Equivariant Deep Learning Interatomic Potentials

Abstract

Simulating the quantum-mechanical behavior of matter is at the core of the computational design of novel molecules and molecules. First-principles methods provide high fidelity, but scale poorly with the number of electrons, thereby greatly limiting the accessible length-scales and time-scales. This effect is particularly pronounced in molecular dynamics where due to short required integration time steps, millions or even billions of steps are required for the computation of structural and kinetic observables. Machine learning interatomic potentials aim to move past this dilemma, by learning to regress the energies, forces, and stresses of accurate first-principles calculations and providing an energy model that scales linearly with the number of atoms.
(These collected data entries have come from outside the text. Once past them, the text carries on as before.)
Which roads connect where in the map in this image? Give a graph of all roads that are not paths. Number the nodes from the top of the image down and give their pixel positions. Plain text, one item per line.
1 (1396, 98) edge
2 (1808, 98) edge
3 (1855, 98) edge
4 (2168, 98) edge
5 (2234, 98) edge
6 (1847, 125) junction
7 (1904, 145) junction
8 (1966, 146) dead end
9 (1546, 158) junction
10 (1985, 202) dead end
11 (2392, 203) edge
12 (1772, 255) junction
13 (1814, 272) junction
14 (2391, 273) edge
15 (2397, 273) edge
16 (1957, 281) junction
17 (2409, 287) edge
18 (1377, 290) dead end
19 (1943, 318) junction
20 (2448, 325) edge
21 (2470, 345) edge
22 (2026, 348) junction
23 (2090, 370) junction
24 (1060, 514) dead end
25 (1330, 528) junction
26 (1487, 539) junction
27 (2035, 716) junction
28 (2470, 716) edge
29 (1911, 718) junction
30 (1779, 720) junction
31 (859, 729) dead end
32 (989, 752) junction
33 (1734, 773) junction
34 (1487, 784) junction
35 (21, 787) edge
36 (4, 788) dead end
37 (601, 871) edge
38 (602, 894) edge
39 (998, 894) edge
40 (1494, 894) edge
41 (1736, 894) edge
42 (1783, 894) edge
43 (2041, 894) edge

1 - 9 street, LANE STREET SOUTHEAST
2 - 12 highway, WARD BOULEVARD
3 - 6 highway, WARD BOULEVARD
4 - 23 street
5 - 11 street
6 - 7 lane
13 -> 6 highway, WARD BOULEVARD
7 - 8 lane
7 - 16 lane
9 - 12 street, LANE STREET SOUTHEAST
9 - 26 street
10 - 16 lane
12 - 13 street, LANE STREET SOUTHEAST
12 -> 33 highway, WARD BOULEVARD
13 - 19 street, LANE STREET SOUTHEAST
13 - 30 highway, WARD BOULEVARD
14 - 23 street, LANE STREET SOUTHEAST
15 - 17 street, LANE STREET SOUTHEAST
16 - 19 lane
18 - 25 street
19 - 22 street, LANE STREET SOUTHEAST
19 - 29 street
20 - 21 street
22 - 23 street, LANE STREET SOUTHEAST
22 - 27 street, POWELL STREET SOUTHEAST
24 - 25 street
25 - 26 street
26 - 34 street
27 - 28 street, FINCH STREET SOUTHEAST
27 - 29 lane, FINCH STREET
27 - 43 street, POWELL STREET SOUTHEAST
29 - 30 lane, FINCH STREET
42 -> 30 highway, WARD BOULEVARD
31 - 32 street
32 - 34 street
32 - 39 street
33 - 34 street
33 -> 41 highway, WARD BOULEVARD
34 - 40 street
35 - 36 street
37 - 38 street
Representations of the atomistic geometry must obey the symmetries of 3D space, translation, rotation, and mirrors, which together comprise the Euclidean group E(3). For decades, interatomic potentials have represented the atomistic geometry as invariants of the geometry, typically distances and angles, thereby automatically satisfying the required symmetries. In this thesis, I present efforts to generalize these invariant representations to equivariant ones, that directly operate on the relative interatomic positions and more faithfully represent the atomistic geometry. I demonstrate that this leads to large improvements in generalization, robustness, transferability, as well as order-of-magnitude improvements in sample efficiency of the learned potentials. I then demonstrate how to move from atom-centered message passing interatomic potentials, the dominant approach in deep learning interatomic potentials, to strictly local deep learning interatomic potentials. These retain the accuracy and transferability of message-passing interatomic potentials, but due to their local nature can be scaled to large-scale simulations. I demonstrate the scalability of the strictly local potential on a molecular dynamics simulation of more than 100 million atoms. The work demonstrates how leveraging the symmetry of 3D space can lead to fundamental advances in machine learning interatomic potentials.